(Source records)
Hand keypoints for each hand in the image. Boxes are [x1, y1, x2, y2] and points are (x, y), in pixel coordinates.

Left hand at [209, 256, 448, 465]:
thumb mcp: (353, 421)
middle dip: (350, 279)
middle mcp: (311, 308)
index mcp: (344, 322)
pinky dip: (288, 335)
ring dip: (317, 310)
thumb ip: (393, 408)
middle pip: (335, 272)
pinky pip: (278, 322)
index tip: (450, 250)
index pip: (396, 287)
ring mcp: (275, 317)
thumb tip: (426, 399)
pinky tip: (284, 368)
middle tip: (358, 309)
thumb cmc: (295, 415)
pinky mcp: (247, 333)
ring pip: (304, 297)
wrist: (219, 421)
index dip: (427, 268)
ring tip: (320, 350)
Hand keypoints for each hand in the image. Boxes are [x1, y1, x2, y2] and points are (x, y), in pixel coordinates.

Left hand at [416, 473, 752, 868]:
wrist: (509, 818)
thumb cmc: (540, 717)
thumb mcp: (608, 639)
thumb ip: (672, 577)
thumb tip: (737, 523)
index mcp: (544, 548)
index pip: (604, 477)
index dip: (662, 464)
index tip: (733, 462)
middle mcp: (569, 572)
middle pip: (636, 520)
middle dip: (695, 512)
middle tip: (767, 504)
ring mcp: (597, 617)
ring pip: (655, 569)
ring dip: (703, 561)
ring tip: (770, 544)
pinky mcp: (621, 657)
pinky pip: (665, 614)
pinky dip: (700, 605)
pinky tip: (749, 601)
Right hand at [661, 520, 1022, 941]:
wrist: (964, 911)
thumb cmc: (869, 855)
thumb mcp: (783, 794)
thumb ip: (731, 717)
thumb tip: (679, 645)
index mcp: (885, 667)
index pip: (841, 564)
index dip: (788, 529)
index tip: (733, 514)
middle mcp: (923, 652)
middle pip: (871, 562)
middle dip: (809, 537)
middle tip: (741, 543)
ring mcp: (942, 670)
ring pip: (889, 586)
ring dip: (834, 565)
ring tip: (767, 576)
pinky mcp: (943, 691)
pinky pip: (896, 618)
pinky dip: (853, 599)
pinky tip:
* * *
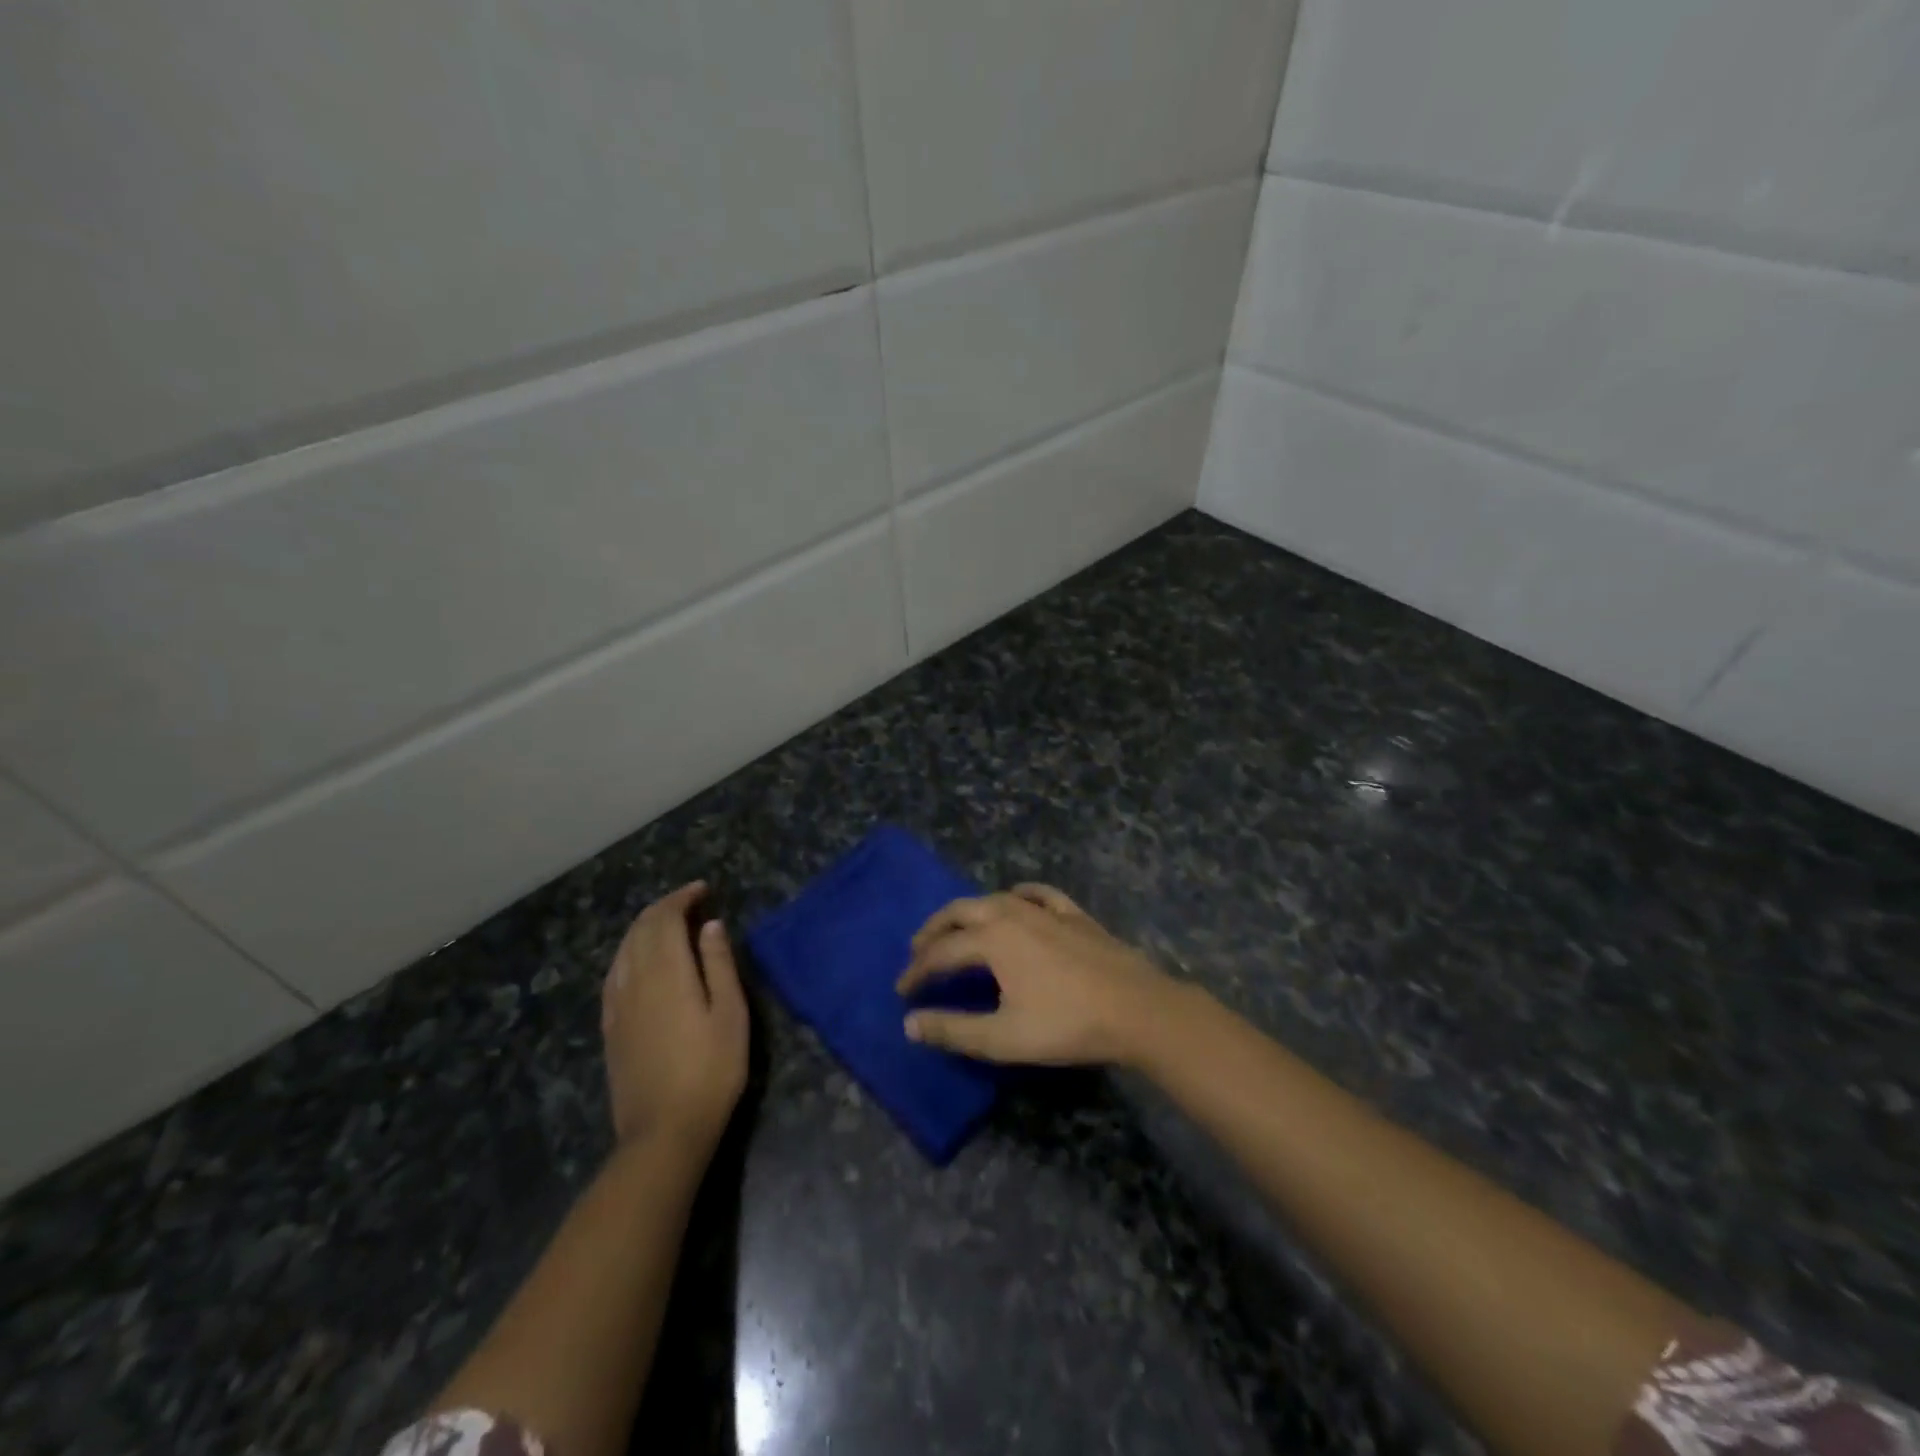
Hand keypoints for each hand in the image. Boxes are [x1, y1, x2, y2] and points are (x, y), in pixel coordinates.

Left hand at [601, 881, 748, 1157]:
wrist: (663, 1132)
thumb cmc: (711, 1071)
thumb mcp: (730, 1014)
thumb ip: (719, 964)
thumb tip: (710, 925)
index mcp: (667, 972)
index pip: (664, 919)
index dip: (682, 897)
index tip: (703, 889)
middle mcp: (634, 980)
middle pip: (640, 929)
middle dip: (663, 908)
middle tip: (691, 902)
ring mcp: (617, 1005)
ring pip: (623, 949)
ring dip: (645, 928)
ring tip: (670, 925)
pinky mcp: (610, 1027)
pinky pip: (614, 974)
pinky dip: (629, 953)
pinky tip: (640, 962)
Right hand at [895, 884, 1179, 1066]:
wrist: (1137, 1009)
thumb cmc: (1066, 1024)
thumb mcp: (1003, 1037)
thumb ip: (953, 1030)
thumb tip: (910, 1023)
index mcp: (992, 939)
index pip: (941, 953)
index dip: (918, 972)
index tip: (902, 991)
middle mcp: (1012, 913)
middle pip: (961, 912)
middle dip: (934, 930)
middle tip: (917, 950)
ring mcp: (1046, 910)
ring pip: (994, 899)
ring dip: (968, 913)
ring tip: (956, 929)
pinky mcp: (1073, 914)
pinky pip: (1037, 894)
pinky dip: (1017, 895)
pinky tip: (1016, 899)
--
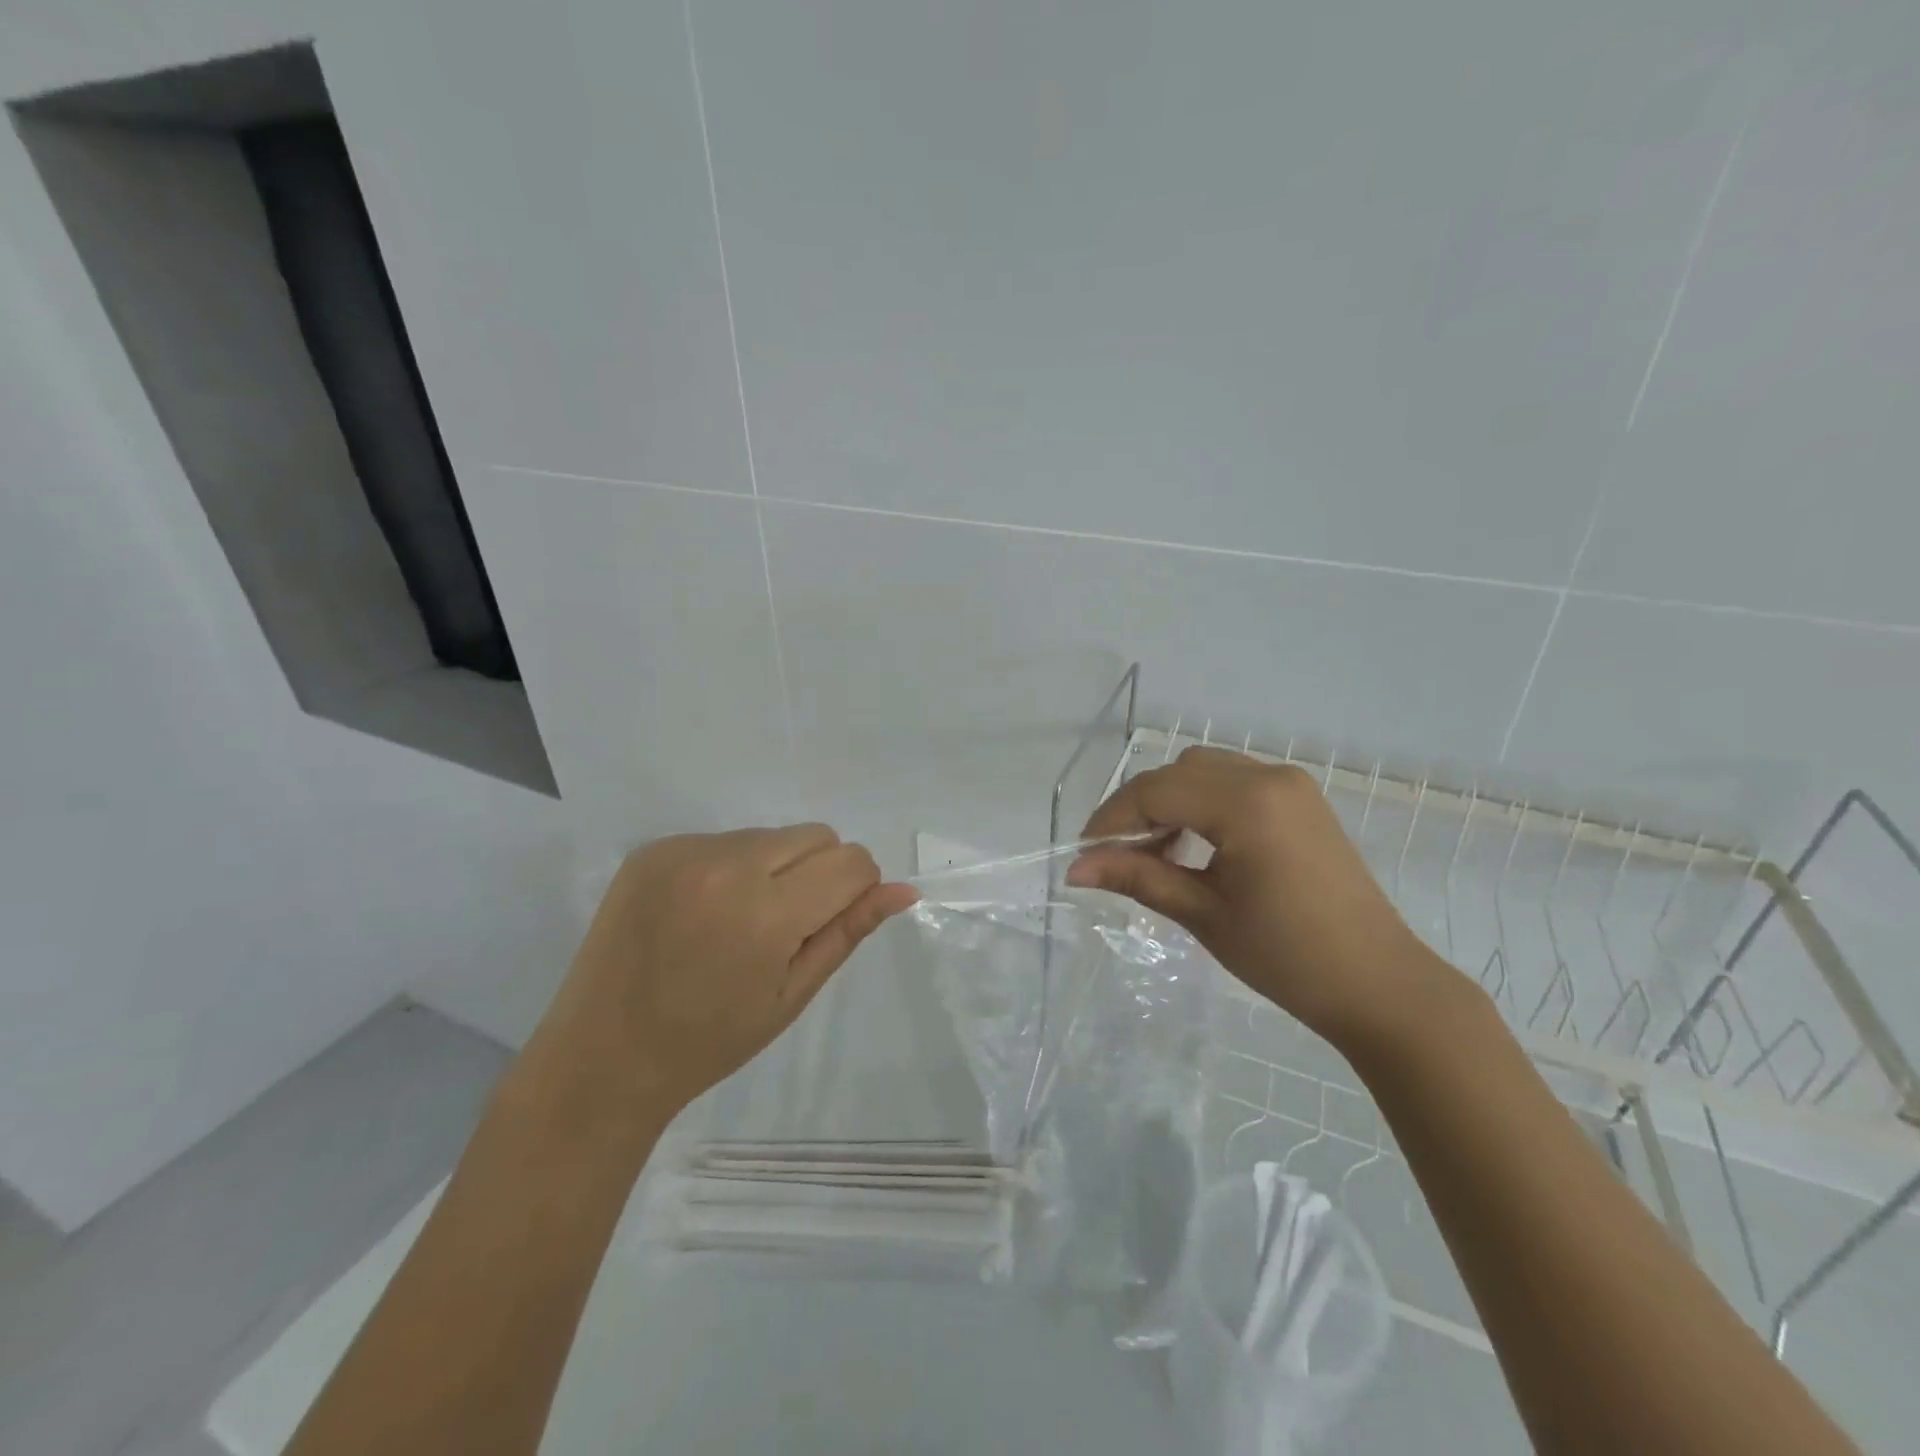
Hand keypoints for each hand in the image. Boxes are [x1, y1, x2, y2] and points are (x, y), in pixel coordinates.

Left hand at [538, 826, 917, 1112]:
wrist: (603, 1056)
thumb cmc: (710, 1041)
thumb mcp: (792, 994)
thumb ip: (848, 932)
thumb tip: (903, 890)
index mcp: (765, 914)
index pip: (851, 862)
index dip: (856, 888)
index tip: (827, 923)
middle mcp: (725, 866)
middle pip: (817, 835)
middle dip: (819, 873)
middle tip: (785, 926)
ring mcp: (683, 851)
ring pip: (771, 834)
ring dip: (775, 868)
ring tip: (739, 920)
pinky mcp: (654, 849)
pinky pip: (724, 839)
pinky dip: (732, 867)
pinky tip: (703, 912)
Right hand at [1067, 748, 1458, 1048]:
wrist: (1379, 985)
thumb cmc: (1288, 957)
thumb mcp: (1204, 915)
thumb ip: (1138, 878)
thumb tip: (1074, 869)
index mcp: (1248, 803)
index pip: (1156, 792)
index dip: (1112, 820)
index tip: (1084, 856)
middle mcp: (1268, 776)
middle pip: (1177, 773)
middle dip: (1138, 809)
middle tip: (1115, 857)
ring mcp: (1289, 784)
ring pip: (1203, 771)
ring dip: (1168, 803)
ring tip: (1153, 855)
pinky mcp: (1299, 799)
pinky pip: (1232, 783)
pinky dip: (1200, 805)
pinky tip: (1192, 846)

### Prompt
Set down, exactly as they stand above, the lines starting with the line with "pinky tip: (640, 962)" and going on through the line with "middle tip: (917, 950)", and no others.

### Reply to the task
pinky tip: (640, 962)
Right hand at [895, 884, 1179, 1066]:
wrist: (1137, 1009)
thumb cmc: (1066, 1024)
thumb mcp: (1003, 1037)
thumb ip: (953, 1030)
thumb tip: (910, 1023)
index mcp: (992, 939)
index pip: (941, 953)
index dip: (918, 972)
index tip: (902, 991)
middle mcp: (1012, 913)
middle pip: (961, 912)
middle dip: (934, 930)
middle tip: (917, 950)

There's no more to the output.